Shenghuan Sun(University of California, San Francisco), Zhanghan Yin(Memorial Sloan Kettering Cancer Center), Jacob Van Cleave(Memorial Sloan Kettering Cancer Center), Linlin Wang(University of California, San Francisco), B. M. FRIED(Memorial Sloan Kettering Cancer Center), Khawaja Hasan Bilal(Memorial Sloan Kettering Cancer Center), Fabienne Lucas(Brigham and Women's Hospital), Irem Isgor(Memorial Sloan Kettering Cancer Center), Dylan C. Webb(Memorial Sloan Kettering Cancer Center), Siddharth Singi(Memorial Sloan Kettering Cancer Center), Laura Brown(University of California, San Francisco), Roni Shouval(Memorial Sloan Kettering Cancer Center), Jeff Lin(University of California, San Francisco), Ethan Yan(Memorial Sloan Kettering Cancer Center), Jacob D. Spector(University of California, San Francisco), Orly Ardon(Memorial Sloan Kettering Cancer Center), Leonardo Boiocchi(Memorial Sloan Kettering Cancer Center), Rohan Sardana(Memorial Sloan Kettering Cancer Center), Jeeyeon Baik(Memorial Sloan Kettering Cancer Center), Menglei Zhu(Memorial Sloan Kettering Cancer Center), Aijazuddin Syed(Memorial Sloan Kettering Cancer Center), Mariko Yabe(Memorial Sloan Kettering Cancer Center), Chuanyi M. Lu(San Francisco VA Medical Center), Mikhail Roshal(Memorial Sloan Kettering Cancer Center), Chad Vanderbilt(Memorial Sloan Kettering Cancer Center), Dmitry B. Goldgof(University of South Florida), Ahmet Doǧan(Memorial Sloan Kettering Cancer Center), Sonam Prakash(University of California, San Francisco), Iain Carmichael(University of North Carolina at Chapel Hill), Atul J. Butte(University of California, San Francisco), Gregory M. Goldgof(Memorial Sloan Kettering Cancer Center)

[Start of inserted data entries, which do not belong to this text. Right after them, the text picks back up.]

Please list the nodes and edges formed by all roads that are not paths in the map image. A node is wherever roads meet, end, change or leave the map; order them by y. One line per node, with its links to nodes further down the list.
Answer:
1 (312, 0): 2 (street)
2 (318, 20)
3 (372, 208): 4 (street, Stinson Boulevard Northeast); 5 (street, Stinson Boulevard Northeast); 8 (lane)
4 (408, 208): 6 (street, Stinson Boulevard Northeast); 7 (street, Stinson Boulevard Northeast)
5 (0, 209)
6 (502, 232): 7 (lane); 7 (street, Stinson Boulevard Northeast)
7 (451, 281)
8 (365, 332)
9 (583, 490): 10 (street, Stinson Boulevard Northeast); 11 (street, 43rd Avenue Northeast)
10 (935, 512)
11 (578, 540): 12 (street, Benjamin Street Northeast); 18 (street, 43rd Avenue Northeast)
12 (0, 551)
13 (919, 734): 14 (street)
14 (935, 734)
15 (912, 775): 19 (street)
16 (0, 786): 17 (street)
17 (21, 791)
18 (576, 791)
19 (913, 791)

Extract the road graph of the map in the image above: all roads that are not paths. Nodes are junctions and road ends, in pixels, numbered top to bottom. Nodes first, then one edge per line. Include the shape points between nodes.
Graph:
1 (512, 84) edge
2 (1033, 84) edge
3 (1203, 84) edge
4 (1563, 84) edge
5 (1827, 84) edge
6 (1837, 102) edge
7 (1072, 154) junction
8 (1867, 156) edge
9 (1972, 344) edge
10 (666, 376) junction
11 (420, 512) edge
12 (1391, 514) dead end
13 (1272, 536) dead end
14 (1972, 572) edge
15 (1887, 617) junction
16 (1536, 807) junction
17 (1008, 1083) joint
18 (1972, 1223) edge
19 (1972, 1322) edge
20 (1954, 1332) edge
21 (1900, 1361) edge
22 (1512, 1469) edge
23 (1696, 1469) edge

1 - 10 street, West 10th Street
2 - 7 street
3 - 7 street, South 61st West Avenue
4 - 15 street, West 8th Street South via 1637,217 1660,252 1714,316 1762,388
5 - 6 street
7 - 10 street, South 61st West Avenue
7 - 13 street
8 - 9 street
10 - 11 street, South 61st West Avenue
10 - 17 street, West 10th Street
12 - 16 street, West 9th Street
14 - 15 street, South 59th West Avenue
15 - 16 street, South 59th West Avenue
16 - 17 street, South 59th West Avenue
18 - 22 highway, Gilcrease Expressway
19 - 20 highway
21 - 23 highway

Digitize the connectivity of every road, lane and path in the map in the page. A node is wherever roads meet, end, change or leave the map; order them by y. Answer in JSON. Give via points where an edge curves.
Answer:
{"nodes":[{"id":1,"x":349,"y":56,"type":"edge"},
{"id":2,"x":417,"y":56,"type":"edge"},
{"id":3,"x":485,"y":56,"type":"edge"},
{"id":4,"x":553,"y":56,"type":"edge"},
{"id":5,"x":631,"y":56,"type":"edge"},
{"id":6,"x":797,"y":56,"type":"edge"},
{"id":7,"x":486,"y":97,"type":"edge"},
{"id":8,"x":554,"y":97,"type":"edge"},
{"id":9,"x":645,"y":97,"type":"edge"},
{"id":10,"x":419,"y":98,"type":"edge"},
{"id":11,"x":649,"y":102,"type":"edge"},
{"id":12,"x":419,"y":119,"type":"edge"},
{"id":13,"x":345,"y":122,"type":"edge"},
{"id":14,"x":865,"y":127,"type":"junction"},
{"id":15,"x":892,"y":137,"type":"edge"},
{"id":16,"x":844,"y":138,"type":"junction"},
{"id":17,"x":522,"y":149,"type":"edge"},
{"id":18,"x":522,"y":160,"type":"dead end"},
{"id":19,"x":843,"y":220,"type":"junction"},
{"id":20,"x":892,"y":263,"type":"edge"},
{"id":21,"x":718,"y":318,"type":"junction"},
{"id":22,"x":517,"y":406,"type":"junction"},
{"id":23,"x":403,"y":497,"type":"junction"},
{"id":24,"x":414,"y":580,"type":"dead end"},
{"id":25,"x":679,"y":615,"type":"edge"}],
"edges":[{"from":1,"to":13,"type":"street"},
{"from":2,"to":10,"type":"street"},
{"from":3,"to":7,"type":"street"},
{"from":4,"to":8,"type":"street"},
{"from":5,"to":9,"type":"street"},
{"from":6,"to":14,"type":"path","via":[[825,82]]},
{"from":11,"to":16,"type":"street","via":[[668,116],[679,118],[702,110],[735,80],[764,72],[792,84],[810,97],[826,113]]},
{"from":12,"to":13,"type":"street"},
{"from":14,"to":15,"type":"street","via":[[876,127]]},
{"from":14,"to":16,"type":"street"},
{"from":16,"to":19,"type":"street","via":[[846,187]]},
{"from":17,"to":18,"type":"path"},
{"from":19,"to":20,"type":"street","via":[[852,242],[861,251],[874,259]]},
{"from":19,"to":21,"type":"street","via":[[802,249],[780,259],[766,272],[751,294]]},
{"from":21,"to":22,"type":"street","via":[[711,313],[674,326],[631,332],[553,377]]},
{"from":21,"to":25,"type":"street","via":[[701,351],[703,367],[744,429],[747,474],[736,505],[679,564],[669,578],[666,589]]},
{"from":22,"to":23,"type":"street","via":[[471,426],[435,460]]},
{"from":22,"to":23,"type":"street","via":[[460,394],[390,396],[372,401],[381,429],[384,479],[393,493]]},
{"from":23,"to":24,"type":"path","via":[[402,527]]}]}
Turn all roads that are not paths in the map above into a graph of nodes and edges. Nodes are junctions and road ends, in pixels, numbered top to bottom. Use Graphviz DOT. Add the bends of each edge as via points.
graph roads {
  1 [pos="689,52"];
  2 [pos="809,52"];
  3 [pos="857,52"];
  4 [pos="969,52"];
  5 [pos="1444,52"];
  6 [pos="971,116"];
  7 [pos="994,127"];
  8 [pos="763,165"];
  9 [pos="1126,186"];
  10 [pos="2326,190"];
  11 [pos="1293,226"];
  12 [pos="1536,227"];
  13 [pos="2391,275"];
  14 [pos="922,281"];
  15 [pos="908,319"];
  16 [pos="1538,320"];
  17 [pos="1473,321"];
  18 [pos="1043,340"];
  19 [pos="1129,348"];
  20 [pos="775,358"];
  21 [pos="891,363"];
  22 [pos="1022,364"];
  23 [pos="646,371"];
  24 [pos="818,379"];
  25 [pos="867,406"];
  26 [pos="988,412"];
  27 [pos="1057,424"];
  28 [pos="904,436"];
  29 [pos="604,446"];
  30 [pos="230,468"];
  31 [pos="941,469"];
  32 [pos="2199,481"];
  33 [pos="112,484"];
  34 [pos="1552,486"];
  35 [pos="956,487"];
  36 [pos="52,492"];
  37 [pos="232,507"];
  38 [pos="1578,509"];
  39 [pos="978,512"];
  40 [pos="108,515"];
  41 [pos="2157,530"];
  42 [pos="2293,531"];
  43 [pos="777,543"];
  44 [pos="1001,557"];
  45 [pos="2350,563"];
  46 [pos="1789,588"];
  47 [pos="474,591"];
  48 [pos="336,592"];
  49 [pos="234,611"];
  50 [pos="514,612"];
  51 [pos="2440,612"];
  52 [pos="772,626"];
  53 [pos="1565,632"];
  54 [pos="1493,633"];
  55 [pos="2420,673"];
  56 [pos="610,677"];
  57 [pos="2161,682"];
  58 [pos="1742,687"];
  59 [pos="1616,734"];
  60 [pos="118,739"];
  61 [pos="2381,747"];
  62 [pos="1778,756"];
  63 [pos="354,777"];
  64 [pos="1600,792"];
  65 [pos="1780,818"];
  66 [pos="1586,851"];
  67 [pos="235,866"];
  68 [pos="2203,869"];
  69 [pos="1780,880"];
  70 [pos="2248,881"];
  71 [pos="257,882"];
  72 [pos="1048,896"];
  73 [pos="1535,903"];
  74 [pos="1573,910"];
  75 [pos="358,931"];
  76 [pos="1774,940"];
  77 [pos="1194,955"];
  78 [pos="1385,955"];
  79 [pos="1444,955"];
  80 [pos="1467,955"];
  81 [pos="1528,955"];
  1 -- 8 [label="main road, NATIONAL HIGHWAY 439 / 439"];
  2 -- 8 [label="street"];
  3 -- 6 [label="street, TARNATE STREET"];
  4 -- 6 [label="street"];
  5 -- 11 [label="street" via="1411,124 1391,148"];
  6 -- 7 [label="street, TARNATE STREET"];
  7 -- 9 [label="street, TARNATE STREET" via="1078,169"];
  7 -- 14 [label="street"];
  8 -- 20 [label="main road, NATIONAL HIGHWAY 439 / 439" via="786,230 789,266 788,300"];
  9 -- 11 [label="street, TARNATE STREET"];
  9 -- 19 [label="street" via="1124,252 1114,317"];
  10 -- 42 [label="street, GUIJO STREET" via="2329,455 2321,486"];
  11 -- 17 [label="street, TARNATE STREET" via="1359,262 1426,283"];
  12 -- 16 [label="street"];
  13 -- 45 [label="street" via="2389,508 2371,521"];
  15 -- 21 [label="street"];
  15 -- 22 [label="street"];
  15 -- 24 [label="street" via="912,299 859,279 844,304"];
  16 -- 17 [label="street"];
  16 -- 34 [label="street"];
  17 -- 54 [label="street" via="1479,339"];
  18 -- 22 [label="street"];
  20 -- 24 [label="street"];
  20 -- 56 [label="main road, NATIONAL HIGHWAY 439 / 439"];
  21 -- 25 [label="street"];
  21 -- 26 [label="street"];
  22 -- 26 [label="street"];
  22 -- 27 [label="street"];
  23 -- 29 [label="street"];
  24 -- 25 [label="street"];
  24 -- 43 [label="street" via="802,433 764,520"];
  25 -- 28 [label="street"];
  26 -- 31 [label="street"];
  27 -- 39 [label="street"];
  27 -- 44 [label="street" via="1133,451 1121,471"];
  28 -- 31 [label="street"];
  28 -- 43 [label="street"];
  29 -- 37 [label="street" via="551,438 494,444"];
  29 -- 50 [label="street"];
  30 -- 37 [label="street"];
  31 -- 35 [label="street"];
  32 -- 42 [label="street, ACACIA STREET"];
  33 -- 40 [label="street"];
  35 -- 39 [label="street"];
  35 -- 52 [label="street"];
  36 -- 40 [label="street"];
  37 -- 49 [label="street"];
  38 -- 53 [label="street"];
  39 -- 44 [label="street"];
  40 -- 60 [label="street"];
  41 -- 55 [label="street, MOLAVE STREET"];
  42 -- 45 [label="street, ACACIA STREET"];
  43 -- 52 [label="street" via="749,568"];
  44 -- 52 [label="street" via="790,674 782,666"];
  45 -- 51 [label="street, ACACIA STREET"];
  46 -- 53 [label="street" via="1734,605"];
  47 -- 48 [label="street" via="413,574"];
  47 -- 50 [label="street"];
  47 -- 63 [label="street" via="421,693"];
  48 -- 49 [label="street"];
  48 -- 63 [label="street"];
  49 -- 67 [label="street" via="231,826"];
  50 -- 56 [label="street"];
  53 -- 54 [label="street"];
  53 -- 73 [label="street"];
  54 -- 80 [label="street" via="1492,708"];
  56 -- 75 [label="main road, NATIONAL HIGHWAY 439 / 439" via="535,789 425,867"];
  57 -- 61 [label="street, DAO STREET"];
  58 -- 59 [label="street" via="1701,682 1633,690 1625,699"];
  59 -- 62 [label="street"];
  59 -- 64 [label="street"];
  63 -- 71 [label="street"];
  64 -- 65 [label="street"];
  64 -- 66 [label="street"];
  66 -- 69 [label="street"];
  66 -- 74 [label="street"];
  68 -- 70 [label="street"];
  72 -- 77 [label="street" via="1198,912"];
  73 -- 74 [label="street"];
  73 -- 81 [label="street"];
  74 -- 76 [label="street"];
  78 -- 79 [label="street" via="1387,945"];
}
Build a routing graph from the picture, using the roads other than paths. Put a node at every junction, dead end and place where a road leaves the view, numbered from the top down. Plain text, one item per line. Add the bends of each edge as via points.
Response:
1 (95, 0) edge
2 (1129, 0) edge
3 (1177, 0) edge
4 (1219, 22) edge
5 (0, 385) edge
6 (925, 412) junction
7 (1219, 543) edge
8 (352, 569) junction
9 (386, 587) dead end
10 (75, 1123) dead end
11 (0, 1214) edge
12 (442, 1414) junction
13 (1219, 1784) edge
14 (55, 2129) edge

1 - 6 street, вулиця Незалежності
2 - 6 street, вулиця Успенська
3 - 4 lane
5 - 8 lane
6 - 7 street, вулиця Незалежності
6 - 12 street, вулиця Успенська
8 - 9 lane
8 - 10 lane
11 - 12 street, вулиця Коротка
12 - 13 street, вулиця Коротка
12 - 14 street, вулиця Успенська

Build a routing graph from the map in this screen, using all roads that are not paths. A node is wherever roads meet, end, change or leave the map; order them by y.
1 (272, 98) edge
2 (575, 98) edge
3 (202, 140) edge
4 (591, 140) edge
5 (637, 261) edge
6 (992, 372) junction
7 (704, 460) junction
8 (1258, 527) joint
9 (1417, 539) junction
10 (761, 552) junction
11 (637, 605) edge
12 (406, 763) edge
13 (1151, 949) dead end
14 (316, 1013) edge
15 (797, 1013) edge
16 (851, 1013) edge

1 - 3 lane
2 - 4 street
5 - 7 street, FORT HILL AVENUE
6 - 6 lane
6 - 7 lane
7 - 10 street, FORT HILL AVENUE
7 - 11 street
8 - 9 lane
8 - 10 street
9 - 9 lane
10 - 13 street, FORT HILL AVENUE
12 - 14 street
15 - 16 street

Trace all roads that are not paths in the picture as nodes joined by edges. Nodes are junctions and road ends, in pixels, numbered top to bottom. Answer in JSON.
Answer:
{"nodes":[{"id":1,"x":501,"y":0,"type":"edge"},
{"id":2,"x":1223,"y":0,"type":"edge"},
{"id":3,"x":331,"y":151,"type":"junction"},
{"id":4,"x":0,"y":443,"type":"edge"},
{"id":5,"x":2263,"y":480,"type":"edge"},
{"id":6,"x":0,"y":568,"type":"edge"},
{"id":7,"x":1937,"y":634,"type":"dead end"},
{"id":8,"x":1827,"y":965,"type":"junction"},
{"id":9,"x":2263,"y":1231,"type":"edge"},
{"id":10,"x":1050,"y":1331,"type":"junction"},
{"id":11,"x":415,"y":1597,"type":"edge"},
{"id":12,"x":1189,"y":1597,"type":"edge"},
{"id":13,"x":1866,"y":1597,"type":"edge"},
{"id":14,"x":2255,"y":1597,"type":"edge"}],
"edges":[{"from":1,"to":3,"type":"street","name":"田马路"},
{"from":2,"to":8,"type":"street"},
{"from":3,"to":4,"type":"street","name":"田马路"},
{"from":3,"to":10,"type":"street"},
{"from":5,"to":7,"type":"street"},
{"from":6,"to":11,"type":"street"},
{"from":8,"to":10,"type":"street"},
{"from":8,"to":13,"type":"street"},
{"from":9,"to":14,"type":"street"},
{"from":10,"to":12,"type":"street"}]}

Science Translational Medicine
June 11, 2025
Cited by 5

Abstract

Cytomorphological analysis of the bone marrow aspirate (BMA) is pivotal for the diagnostic workup of a broad range of hematological disorders. However, this skill is error prone, highly complex, and time consuming. Deep learning-based models for the automatic classification of bone marrow cell morphology demonstrate the potential to improve diagnostic efficiency and accuracy. However, existing deep learning approaches in this field fall short of expert-level performance and lack generalizability beyond a single dataset. Working with multiple hematopathologists, we curated a dataset from the University of California, San Francisco, which included a training set of 30,394 images from 40 patients with morphologically normal marrows and a test set of 8507 images from 10 different patients, all derived from 400×-equivalent whole-slide images (WSIs). We then developed DeepHeme, a snapshot ensemble deep learning classifier, which outperformed previous models in accuracy while expanding the total number of differentiable cell classes. We externally validated DeepHeme using an independent dataset from the Memorial Sloan Kettering Cancer Center, which included 2694 images from 10 morphologically normal patients and 11,076 images from 655 patients with normal or diseased marrow, scanned using a different WSI system, demonstrating robust generalizability. At the level of individual cell classifications, we systematically compared DeepHeme's diagnostic performance with that of three medical experts from different academic hospitals, demonstrating that DeepHeme achieved accuracy comparable to, or exceeding, that of human experts. Accurate and generalizable cell classification represents a step toward automated analysis of hematopathology slides and the development of quantitative, morphology-based, predictive markers.